Signalling a thaw in the current stand-off with the Nationalist Congress Party (NCP), Prime Minister Manmohan Singh Wednesday said the government was ready to talk to its ally "on any issue" and there was "give and take" in coalition politics.
"We are ready to speak to NCP on any issue that concerns them... in coalition politics, there is give and take," Manmohan Singh told NDTV news channel here.
He also said the creation of a coordination committee, as requested by NCP chief and Agriculture Minister Sharad Pawar, was being discussed.
NCP leader and Heavy Industries Minister Praful Patel also appeared conciliatory.
He said there was no ultimatum to the Congress and his party only wanted "better coordination" in the ruling United Progressive Alliance (UPA).
"There is no ultimatum... We only want better coordination... A dialogue can solve these issues," Patel told reporters.
According to Patel, the NCP, which runs a coalition government with the Congress in Maharashtra, is not gunning for the removal of Chief Minister Prithviraj Chavan.
"Who would be Maharashtra chief minister is not an issue... that has been decided and it is for the Congress to decide," Patel said.
The NCP Monday put on hold a final decision on its continuation in the UPA government after it had expressed unhappiness over "some aspects of working" of coalition governments at the Centre and in Maharashtra. The party said it wanted more consultations with its leaders in Maharashtra before a final decision on continuation in the UPA government.
A NCP leader had told IANS Tuesday that a solution could be found to its current impasse with the Congress and coordination committee could be set up.
The NCP ministers had last week conveyed their unhappiness with "some aspects of working" of the coalition government to Prime Minister Manmohan Singh and Congress president Sonia Gandhi.
The NCP's grouse is that it was "not consulted" on key policy decisions.
The simmering differences between the two parties came out in the open after the presidential poll last week with Pawar sending a communication to the prime minister conveying his party's unhappiness. The NCP had threatened to pull out of government and provide it only outside support.

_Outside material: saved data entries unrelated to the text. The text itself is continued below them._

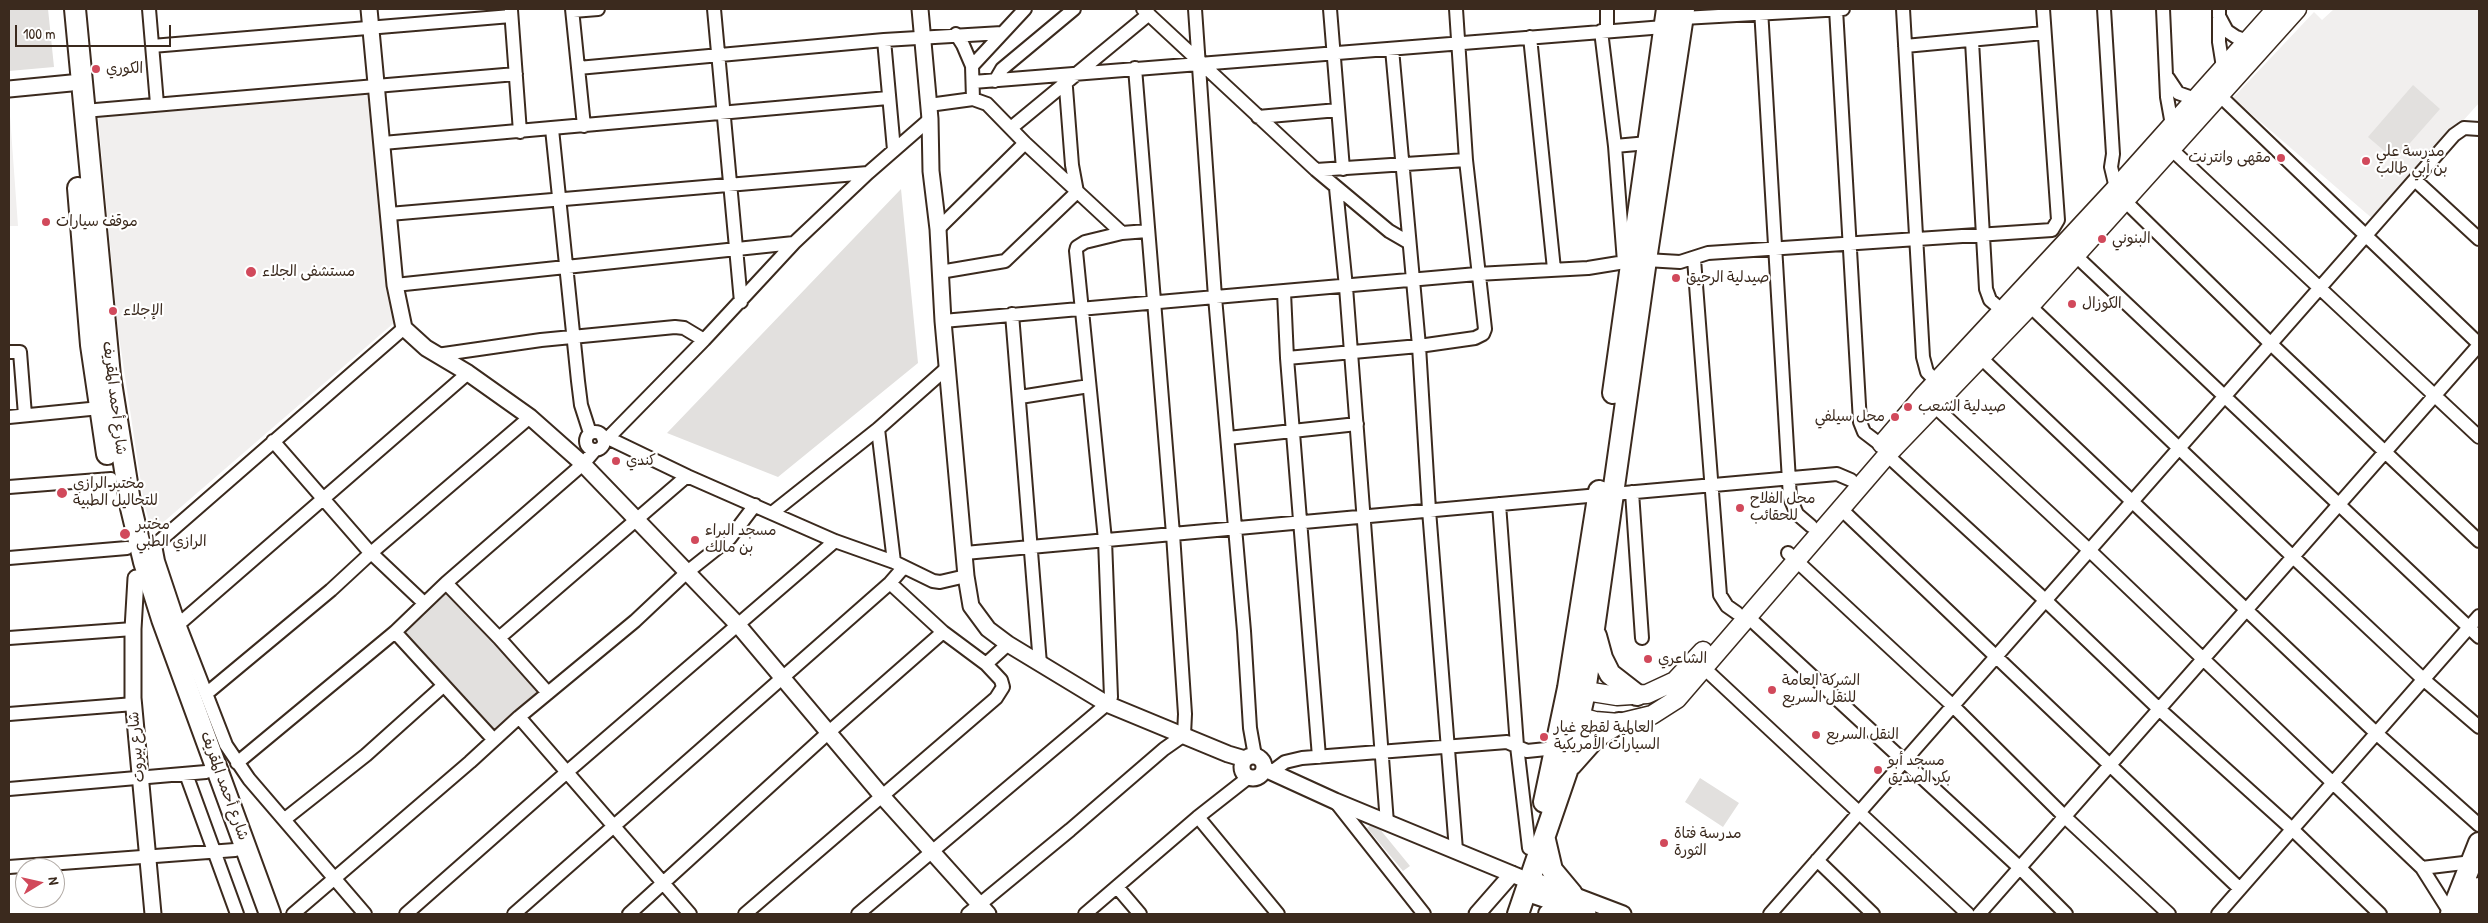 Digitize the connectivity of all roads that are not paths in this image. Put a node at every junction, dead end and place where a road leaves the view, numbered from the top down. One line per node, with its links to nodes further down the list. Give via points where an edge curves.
1 (64, 9): 54 (main road, شارع أحمد المقريف)
2 (75, 9): 63 (main road, شارع أحمد المقريف)
3 (149, 9): 39 (street)
4 (369, 9): 28 (street)
5 (598, 9): 22 (street)
6 (714, 9): 43 (street)
7 (920, 9): 33 (street)
8 (1025, 9): 30 (street)
9 (1074, 9): 52 (street, via 1002,69)
10 (1195, 9): 44 (street)
11 (1330, 9): 42 (street)
12 (1456, 9): 38 (street)
13 (1607, 9): 29 (street)
14 (1836, 9): 15 (street); 24 (street); 101 (street)
15 (1843, 9)
16 (1904, 9): 40 (street)
17 (2043, 9): 32 (street)
18 (2104, 9): 87 (street, via 2113,154)
19 (2163, 9): 51 (street)
20 (2276, 9): 37 (main road)
21 (2297, 9): 57 (main road)
22 (572, 10): 46 (street)
23 (1146, 11): 44 (street); 50 (street)
24 (1761, 11): 27 (street); 103 (street)
25 (511, 12): 28 (street); 49 (street)
26 (2219, 12): 37 (street, via 2227,31); 48 (street)
27 (1675, 16): 29 (street); 75 (main road); 106 (main road)
28 (371, 29): 39 (street); 55 (street)
29 (1604, 31): 34 (street); 76 (street)
30 (1002, 33): 31 (street); 45 (street)
31 (956, 34): 33 (street); 45 (street)
32 (2044, 34): 36 (street); 94 (street, via 2057,224 2048,232)
33 (922, 37): 35 (street); 64 (street)
34 (1530, 37): 38 (street); 108 (street)
35 (884, 40): 43 (street); 58 (street)
36 (1972, 41): 40 (street); 94 (street)
37 (2247, 41): 48 (main road)
38 (1458, 44): 41 (street); 79 (street)
39 (152, 46): 61 (street)
40 (1905, 46): 98 (street)
41 (1392, 49): 42 (street); 80 (street)
42 (1334, 54): 44 (street); 62 (street)
43 (718, 56): 46 (street); 65 (street)
44 (1200, 63): 47 (street); 66 (street); 116 (street)
45 (972, 66): 53 (street)
46 (578, 68): 68 (street)
47 (1135, 68): 50 (street); 92 (street)
48 (2223, 68): 57 (main road)
49 (516, 74): 55 (street); 72 (street)
50 (1069, 78): 52 (street); 69 (street); 88 (street, via 1072,166)
51 (2168, 78): 60 (street, via 2178,93); 67 (street)
52 (995, 81): 53 (street)
53 (973, 82): 59 (street)
54 (70, 83): 56 (street); 96 (main road, شارع أحمد المقريف)
55 (377, 85): 61 (street); 73 (street)
56 (9, 89)
57 (2213, 89): 60 (main road); 77 (main road); 95 (street)
58 (888, 98): 65 (street); 78 (street)
59 (973, 99): 64 (street); 69 (street, via 987,104)
60 (2195, 99): 67 (main road)
61 (157, 104): 63 (street)
62 (1338, 110): 66 (street); 81 (street)
63 (84, 111): 96 (main road, شارع أحمد المقريف)
64 (930, 112): 78 (street); 91 (street)
65 (724, 114): 68 (street); 85 (street)
66 (1258, 117): 82 (street)
67 (2172, 125): 87 (main road)
68 (584, 126): 70 (street)
69 (1011, 128): 74 (street)
70 (552, 129): 72 (street); 89 (street)
71 (2479, 129): 84 (street, via 2470,127 2459,131)
72 (520, 132): 73 (street)
73 (383, 143): 90 (street)
74 (1025, 143): 88 (street); 91 (street)
75 (1648, 143): 76 (street); 106 (main road)
76 (1615, 146): 106 (street)
77 (2170, 148): 87 (main road); 114 (street)
78 (894, 150): 83 (street)
79 (1466, 160): 80 (street); 110 (street)
80 (1402, 164): 81 (street); 99 (street)
81 (1343, 169): 82 (street)
82 (1316, 170): 86 (street)
83 (868, 173): 85 (street); 100 (street)
84 (2414, 180): 95 (street); 97 (street)
85 (730, 184): 89 (street); 102 (street)
86 (1336, 188): 99 (street, via 1388,231); 113 (street)
87 (2123, 188): 104 (main road); 121 (main road); 127 (street)
88 (1077, 192): 93 (street); 109 (street, via 1005,261)
89 (559, 200): 90 (street); 107 (street)
90 (389, 214): 112 (street)
91 (938, 229): 109 (street)
92 (1147, 231): 93 (street); 118 (street)
93 (1122, 233): 120 (street, via 1084,242 1077,247)
94 (1984, 236): 98 (street); 121 (street, via 1987,295)
95 (2366, 236): 114 (street); 128 (street)
96 (88, 239): 143 (main road, شارع أحمد المقريف); 292 (main road, شارع أحمد المقريف, via 122,464 144,562)
97 (2479, 239)
98 (1915, 240): 101 (street); 137 (street, via 1923,357 1927,372)
99 (1408, 242): 111 (street)
100 (794, 243): 102 (street); 117 (street)
101 (1850, 244): 103 (street); 157 (street, via 1860,422 1864,432)
102 (737, 249): 107 (street); 117 (street)
103 (1776, 249): 105 (street, via 1708,253); 161 (street)
104 (2076, 255): 119 (main road); 139 (street)
105 (1694, 259): 106 (street, via 1680,262); 164 (street)
106 (1634, 261): 108 (street); 166 (main road)
107 (567, 267): 112 (street); 125 (street)
108 (1554, 270): 110 (street)
109 (940, 272): 123 (street)
110 (1477, 274): 111 (street); 129 (street, via 1483,334)
111 (1413, 280): 113 (street); 129 (street)
112 (395, 285): 124 (street)
113 (1346, 287): 115 (street); 130 (street)
114 (2319, 289): 127 (street); 140 (street)
115 (1284, 292): 116 (street); 134 (street)
116 (1215, 297): 118 (street); 153 (street)
117 (741, 302): 126 (street)
118 (1154, 304): 120 (street); 180 (street)
119 (2030, 306): 133 (main road); 155 (street)
120 (1083, 309): 122 (street); 138 (street)
121 (2004, 312): 137 (main road)
122 (1012, 314): 123 (street); 141 (street)
123 (943, 321): 135 (street)
124 (404, 328): 132 (street); 154 (street)
125 (575, 337): 126 (street, via 675,327 689,330); 132 (street); 150 (street, via 581,405)
126 (704, 340): 152 (street)
127 (2271, 344): 139 (street); 158 (street)
128 (2479, 345): 140 (street)
129 (1419, 346): 130 (street); 173 (street)
130 (1351, 351): 134 (street); 147 (street)
131 (9, 352): 144 (street, via 20,352)
132 (437, 354): 136 (street)
133 (1980, 357): 142 (main road); 168 (street)
134 (1286, 358): 149 (street)
135 (948, 367): 148 (street); 188 (street)
136 (468, 373): 146 (street); 167 (street)
137 (1937, 382): 142 (main road)
138 (1089, 386): 141 (street); 181 (street)
139 (2224, 396): 155 (street); 171 (street)
140 (2433, 396): 151 (street); 158 (street)
141 (1020, 397): 184 (street)
142 (1928, 401): 157 (main road); 186 (street)
143 (100, 408): 144 (street); 162 (main road, شارع أحمد المقريف)
144 (25, 415): 145 (street)
145 (9, 417)
146 (530, 418): 159 (street); 187 (street)
147 (1357, 424): 149 (street); 175 (street)
148 (878, 429): 174 (street); 192 (street)
149 (1292, 429): 153 (street); 177 (street)
150 (590, 433): 152 (street, via 598,432); 156 (street, via 586,443)
151 (2479, 437)
152 (605, 438): 156 (street, via 602,446); 160 (street)
153 (1228, 438): 179 (street)
154 (273, 441): 167 (street); 203 (street, via 156,545 158,561)
155 (2178, 449): 168 (street); 191 (street)
156 (595, 450): 159 (street)
157 (1884, 450): 163 (main road); 172 (main road); 198 (street)
158 (2386, 452): 171 (street); 183 (street)
159 (583, 464): 176 (street); 196 (street)
160 (686, 476): 170 (street); 176 (street)
161 (1788, 478): 163 (street, via 1837,474); 164 (street); 178 (street, via 1794,510)
162 (111, 479): 165 (street); 185 (main road, شارع أحمد المقريف)
163 (1851, 480): 178 (main road)
164 (1712, 486): 166 (street); 201 (street, via 1720,595 1727,606)
165 (9, 487)
166 (1615, 494): 169 (street); 207 (main road); 213 (street); 223 (main road)
167 (323, 499): 187 (street); 203 (street)
168 (2132, 502): 186 (street); 200 (street)
169 (1499, 504): 173 (street); 241 (street)
170 (755, 505): 174 (street); 193 (street, via 730,538)
171 (2338, 506): 191 (street); 205 (street)
172 (1841, 509): 189 (main road); 215 (street)
173 (1429, 510): 175 (street); 240 (street)
174 (772, 513): 182 (street)
175 (1364, 516): 177 (street); 243 (street)
176 (635, 519): 193 (street); 212 (street)
177 (1299, 522): 179 (street); 244 (street)
178 (1811, 526): 189 (main road)
179 (1236, 528): 180 (street); 245 (street)
180 (1173, 534): 181 (street); 238 (street)
181 (1105, 540): 184 (street); 228 (street, via 1112,688)
182 (835, 541): 192 (street); 204 (street)
183 (2479, 541)
184 (1032, 547): 188 (street); 218 (street)
185 (127, 548): 190 (street); 195 (main road, شارع أحمد المقريف)
186 (2089, 550): 198 (street); 216 (street)
187 (371, 553): 199 (street); 225 (street)
188 (965, 553): 194 (street)
189 (1792, 557): 201 (main road); 229 (street)
190 (9, 558)
191 (2293, 558): 200 (street); 221 (street)
192 (899, 565): 194 (street, via 933,581); 197 (street)
193 (686, 573): 204 (street); 224 (street, via 629,626)
194 (966, 576): 214 (street, via 975,614)
195 (136, 578): 206 (street, شارع بيروت); 251 (main road, شارع أحمد المقريف)
196 (446, 583): 199 (street); 212 (street)
197 (890, 583): 209 (street); 220 (street)
198 (2045, 600): 215 (street); 230 (street)
199 (424, 603): 208 (street)
200 (2247, 609): 216 (street); 237 (street)
201 (1742, 614): 219 (main road); 226 (main road, via 1675,681 1654,692); 246 (street)
202 (2479, 616): 205 (street)
203 (179, 624): 225 (street)
204 (738, 625): 220 (street); 252 (street)
205 (2469, 628): 210 (street); 221 (street)
206 (133, 629): 211 (street); 227 (street, شارع بيروت)
207 (1595, 630): 223 (main road); 226 (main road, via 1610,674)
208 (395, 632): 222 (street); 247 (street)
209 (943, 632): 217 (street); 236 (street)
210 (2479, 637)
211 (9, 638)
212 (499, 638): 224 (street)
213 (1642, 638)
214 (1008, 644): 217 (street); 218 (street)
215 (1996, 656): 229 (street); 248 (street)
216 (2202, 660): 230 (street); 256 (street)
217 (986, 664): 258 (street, via 1001,680 1001,692)
218 (1040, 664): 228 (street)
219 (1704, 668): 234 (main road, via 1666,708 1652,715); 260 (street)
220 (783, 676): 236 (street); 266 (street)
221 (2423, 679): 235 (street); 237 (street)
222 (443, 686): 239 (street); 263 (street, via 366,755)
223 (1576, 690): 226 (main road, via 1618,696); 232 (main road)
224 (548, 693): 233 (street)
225 (206, 694): 247 (street, via 226,745)
226 (1637, 695)
227 (134, 704): 231 (street); 255 (street, شارع بيروت)
228 (1107, 704): 238 (street); 273 (street)
229 (1953, 706): 246 (street); 262 (street)
230 (2159, 709): 248 (street); 267 (street)
231 (9, 714)
232 (1572, 715): 234 (main road); 242 (main road); 250 (main road)
233 (519, 717): 239 (street); 252 (street)
234 (1619, 722): 250 (main road, via 1590,743)
235 (2479, 728)
236 (829, 732): 258 (street); 282 (street)
237 (2376, 733): 256 (street); 265 (street)
238 (1184, 735): 245 (street, via 1228,754); 287 (street)
239 (494, 740): 280 (street)
240 (1449, 746): 241 (street, via 1507,742); 243 (street); 271 (street)
241 (1517, 746): 242 (street, via 1527,750); 268 (street)
242 (1556, 748): 268 (main road)
243 (1382, 752): 244 (street); 264 (street)
244 (1319, 757): 249 (street, via 1284,762)
245 (1250, 758): 249 (street, via 1264,763); 254 (street, via 1242,769)
246 (1904, 760): 260 (street); 278 (street)
247 (237, 763): 263 (street)
248 (2109, 766): 262 (street); 285 (street)
249 (1269, 770): 254 (street, via 1259,777); 259 (street)
250 (1566, 771): 268 (main road)
251 (206, 772): 253 (street); 270 (main road, شارع أحمد المقريف)
252 (567, 772): 266 (street); 295 (street)
253 (186, 774): 255 (street); 272 (street)
254 (1249, 777): 261 (street)
255 (140, 778): 257 (street); 274 (street, شارع بيروت)
256 (2333, 783): 267 (street); 279 (street)
257 (9, 789)
258 (882, 796): 273 (street); 299 (street)
259 (1335, 801): 264 (street); 304 (street)
260 (1859, 812): 275 (street); 311 (street)
261 (1198, 817): 283 (street); 303 (street)
262 (2065, 817): 278 (street); 314 (street)
263 (285, 818): 280 (street)
264 (1387, 823): 271 (street)
265 (2479, 825)
266 (613, 826): 282 (street); 296 (street)
267 (2292, 830): 285 (street); 316 (street)
268 (1537, 843): 281 (main road); 286 (main road)
269 (2479, 843): 276 (main road)
270 (235, 850): 272 (street); 291 (main road, شارع أحمد المقريف)
271 (1456, 850): 281 (street)
272 (215, 852): 274 (street); 290 (street)
273 (931, 852): 287 (street); 300 (street)
274 (147, 857): 277 (street); 289 (street, شارع بيروت)
275 (1817, 860): 288 (street); 310 (street)
276 (2472, 862): 279 (street); 317 (main road)
277 (9, 867)
278 (2020, 868): 312 (street); 313 (street)
279 (2422, 868): 317 (street)
280 (333, 878): 293 (street); 294 (street)
281 (1522, 881): 286 (street); 305 (street); 306 (main road); 307 (main road)
282 (663, 885): 297 (street); 298 (street)
283 (1117, 887): 301 (street); 302 (street)
284 (2479, 888): 318 (main road)
285 (2240, 889): 315 (street)
286 (1578, 906): 308 (main road); 309 (street)
287 (978, 911)
288 (1775, 912)
289 (153, 914)
290 (237, 914)
291 (257, 914)
292 (270, 914)
293 (293, 914)
294 (365, 914)
295 (406, 914)
296 (514, 914)
297 (629, 914)
298 (690, 914)
299 (745, 914)
300 (858, 914)
301 (1085, 914)
302 (1140, 914)
303 (1278, 914)
304 (1424, 914)
305 (1477, 914)
306 (1505, 914)
307 (1518, 914)
308 (1549, 914)
309 (1623, 914)
310 (1873, 914)
311 (1968, 914)
312 (1979, 914)
313 (2066, 914)
314 (2169, 914)
315 (2218, 914)
316 (2380, 914)
317 (2451, 914)
318 (2469, 914)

Sources said Pawar told the prime minister and Congress president, whom he met in quick succession Thursday night and Friday morning, that the NCP would like to keep out of the government and focus on its growth for the 2014 general elections.
The NCP, sources said, wants to be consulted in key political appointments and the ruling coalition not to be run "as a single-party government".
While mulling its options to come out of government, the NCP has all along maintained that it will continue to be part of the UPA.